§ **Exercise prompt**
In the entries below, how many lines contain the word "Moulins"? State the number and nothing more.

§ **Provided material**
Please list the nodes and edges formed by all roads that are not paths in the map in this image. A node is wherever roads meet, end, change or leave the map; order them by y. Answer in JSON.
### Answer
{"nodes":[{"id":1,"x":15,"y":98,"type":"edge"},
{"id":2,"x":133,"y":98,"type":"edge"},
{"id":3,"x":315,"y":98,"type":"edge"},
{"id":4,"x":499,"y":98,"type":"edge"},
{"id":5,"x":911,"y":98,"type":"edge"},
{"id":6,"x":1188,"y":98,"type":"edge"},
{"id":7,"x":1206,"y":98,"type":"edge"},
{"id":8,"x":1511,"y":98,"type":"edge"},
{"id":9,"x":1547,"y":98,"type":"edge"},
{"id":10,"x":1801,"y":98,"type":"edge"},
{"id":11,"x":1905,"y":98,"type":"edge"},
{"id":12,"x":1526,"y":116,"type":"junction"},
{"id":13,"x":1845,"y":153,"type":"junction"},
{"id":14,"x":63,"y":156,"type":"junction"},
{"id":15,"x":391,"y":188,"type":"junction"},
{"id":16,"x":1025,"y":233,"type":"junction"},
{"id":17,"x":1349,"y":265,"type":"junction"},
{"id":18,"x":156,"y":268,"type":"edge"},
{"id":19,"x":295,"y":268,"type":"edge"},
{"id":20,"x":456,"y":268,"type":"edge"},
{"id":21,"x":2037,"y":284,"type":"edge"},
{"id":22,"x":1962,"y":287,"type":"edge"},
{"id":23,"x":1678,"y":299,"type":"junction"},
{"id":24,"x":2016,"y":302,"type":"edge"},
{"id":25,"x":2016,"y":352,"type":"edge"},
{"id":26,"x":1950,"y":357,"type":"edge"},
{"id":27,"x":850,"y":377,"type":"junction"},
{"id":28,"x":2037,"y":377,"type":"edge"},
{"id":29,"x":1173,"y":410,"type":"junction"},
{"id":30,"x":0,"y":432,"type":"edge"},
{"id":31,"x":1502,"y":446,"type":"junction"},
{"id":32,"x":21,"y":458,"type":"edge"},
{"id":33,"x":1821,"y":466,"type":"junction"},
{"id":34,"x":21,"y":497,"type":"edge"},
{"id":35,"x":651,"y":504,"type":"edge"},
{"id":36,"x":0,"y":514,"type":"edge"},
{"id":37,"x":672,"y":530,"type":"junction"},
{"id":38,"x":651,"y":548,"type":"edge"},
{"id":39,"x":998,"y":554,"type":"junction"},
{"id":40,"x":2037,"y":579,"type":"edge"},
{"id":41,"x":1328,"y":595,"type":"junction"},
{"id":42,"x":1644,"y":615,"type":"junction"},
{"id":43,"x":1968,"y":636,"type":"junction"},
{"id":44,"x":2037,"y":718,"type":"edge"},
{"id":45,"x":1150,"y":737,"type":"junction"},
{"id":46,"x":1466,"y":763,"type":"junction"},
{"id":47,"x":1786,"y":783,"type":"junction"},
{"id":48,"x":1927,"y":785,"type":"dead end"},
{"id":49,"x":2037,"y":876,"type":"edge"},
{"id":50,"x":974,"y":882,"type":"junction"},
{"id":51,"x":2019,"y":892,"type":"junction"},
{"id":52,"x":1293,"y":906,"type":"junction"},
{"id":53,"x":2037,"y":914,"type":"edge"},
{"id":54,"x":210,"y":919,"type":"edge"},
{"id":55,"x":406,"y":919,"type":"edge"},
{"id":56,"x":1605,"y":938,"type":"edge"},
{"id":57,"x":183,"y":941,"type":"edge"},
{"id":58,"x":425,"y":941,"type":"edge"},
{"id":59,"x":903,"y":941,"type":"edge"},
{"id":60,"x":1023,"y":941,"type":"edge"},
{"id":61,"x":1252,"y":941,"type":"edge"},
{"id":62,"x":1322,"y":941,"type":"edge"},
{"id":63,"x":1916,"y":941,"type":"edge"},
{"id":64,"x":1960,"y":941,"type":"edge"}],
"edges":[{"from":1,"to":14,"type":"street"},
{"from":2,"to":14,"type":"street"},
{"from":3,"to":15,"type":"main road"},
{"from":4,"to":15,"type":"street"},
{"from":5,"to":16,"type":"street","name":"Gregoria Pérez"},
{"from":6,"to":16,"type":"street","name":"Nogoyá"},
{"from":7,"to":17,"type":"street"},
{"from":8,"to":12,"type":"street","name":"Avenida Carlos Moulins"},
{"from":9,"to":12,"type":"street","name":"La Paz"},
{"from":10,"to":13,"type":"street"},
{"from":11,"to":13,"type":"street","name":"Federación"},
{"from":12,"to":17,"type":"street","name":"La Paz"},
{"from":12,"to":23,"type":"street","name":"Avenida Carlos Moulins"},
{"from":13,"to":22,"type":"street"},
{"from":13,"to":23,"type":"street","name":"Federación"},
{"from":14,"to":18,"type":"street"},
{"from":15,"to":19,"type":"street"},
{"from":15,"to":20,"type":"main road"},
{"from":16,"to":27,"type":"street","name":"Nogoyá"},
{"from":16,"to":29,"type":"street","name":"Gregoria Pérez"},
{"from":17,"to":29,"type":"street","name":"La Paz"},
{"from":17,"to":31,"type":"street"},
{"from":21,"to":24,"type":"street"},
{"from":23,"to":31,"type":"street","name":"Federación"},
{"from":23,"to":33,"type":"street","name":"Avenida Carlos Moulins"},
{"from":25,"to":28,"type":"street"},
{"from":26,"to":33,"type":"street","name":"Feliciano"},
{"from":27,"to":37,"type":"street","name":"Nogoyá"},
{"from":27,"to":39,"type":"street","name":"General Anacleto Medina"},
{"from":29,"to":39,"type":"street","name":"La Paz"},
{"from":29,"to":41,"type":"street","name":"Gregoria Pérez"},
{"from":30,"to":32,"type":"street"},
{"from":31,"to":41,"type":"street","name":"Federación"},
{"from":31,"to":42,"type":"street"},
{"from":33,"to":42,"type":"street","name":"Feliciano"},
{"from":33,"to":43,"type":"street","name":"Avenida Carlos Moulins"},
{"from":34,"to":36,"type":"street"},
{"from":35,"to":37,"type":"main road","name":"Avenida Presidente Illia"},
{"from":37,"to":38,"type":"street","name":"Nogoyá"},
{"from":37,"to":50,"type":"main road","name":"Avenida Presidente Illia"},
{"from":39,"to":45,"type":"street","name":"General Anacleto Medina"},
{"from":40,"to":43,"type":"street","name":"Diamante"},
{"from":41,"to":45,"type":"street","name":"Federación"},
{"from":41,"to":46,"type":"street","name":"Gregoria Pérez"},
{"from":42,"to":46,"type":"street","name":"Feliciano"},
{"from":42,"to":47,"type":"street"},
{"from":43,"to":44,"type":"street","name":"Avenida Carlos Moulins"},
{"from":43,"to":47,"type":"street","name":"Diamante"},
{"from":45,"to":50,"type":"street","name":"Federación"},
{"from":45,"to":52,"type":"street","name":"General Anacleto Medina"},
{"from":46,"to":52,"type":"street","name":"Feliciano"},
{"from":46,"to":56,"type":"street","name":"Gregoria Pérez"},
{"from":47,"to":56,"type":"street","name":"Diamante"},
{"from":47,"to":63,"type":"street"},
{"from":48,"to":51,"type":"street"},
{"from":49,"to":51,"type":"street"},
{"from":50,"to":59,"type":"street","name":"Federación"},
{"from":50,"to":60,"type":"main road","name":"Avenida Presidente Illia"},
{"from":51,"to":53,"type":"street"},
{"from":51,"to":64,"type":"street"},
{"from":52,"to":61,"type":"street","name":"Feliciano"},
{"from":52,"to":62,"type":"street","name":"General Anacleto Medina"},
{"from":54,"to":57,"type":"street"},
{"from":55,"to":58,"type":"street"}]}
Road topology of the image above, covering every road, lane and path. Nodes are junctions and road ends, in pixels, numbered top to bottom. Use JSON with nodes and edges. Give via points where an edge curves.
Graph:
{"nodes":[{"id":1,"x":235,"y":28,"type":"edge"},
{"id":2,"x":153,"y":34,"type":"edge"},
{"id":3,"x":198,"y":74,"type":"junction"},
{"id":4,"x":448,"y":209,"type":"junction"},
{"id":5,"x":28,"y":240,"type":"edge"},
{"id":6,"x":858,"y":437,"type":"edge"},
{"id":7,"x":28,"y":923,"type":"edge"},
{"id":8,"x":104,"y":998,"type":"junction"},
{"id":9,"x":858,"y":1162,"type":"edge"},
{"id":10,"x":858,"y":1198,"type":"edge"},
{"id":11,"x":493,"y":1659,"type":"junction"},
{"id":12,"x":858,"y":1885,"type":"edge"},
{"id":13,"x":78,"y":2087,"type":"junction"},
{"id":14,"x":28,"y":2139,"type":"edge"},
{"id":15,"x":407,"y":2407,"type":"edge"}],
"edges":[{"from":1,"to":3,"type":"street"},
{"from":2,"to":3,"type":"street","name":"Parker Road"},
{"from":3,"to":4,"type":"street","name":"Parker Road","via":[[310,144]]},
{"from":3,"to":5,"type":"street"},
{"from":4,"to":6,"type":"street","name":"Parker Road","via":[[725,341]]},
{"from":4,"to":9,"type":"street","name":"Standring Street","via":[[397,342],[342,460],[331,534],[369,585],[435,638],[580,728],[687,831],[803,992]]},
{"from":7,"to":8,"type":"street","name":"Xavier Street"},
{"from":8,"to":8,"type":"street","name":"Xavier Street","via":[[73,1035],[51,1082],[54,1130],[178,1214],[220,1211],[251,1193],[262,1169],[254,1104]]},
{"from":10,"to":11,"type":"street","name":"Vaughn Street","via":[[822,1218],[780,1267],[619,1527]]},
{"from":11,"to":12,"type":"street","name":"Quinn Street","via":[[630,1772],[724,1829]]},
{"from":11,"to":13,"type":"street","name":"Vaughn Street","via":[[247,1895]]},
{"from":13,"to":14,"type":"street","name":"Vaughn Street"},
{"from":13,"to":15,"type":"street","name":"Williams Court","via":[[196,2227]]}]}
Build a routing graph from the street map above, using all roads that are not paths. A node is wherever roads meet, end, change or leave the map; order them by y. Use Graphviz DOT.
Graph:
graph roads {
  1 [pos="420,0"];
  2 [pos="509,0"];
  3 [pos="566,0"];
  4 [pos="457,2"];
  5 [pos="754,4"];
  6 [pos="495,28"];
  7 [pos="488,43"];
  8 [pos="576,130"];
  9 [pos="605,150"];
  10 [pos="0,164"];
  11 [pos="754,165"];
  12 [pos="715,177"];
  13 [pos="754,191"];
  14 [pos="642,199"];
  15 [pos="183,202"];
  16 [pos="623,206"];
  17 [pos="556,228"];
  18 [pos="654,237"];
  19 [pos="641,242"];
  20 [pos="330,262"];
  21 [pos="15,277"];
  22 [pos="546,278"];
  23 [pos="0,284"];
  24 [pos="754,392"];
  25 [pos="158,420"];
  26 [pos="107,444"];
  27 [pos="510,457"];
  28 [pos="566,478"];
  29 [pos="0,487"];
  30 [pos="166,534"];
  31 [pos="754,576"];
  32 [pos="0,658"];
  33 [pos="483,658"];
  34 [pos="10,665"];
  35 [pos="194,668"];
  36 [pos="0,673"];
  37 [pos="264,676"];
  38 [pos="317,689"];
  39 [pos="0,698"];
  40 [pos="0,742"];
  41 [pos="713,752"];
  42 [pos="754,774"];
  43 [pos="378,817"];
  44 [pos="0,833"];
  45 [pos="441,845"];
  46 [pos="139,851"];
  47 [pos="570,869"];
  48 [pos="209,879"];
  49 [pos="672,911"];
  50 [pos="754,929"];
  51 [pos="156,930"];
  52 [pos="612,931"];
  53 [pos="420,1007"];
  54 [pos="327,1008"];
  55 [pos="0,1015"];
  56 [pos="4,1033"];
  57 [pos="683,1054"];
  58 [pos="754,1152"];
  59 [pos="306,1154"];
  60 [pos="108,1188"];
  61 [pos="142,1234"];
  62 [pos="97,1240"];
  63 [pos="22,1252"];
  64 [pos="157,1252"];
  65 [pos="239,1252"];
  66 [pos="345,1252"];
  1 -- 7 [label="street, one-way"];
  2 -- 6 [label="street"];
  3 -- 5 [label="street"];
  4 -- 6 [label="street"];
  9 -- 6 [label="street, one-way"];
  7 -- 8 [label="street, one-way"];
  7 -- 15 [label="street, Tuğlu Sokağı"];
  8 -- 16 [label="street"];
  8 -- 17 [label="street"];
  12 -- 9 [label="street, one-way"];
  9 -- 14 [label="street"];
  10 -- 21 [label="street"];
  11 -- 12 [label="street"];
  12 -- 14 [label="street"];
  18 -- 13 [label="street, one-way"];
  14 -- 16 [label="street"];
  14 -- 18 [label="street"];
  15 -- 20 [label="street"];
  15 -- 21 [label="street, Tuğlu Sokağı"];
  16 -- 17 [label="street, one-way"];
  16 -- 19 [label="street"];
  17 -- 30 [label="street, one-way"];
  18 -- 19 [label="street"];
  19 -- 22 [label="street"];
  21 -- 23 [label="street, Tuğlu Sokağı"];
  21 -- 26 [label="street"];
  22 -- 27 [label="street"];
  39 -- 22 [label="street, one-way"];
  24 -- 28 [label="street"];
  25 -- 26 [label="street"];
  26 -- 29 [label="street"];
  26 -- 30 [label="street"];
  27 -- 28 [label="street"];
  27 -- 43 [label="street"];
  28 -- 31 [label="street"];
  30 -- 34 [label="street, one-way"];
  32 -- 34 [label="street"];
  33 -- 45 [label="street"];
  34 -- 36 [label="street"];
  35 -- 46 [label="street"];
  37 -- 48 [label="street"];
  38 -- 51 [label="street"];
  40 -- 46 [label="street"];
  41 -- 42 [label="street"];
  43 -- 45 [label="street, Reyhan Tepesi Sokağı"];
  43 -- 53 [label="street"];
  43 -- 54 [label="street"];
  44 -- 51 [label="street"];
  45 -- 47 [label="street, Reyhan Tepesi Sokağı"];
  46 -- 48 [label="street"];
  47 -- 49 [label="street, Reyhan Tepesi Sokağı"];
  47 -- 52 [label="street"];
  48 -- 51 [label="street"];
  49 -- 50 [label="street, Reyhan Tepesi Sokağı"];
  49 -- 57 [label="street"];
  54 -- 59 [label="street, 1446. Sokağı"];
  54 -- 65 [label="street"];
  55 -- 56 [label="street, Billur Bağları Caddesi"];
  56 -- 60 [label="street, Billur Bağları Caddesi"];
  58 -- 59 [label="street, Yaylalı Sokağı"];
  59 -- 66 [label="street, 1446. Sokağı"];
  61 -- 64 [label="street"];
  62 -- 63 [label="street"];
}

§ **Response**
5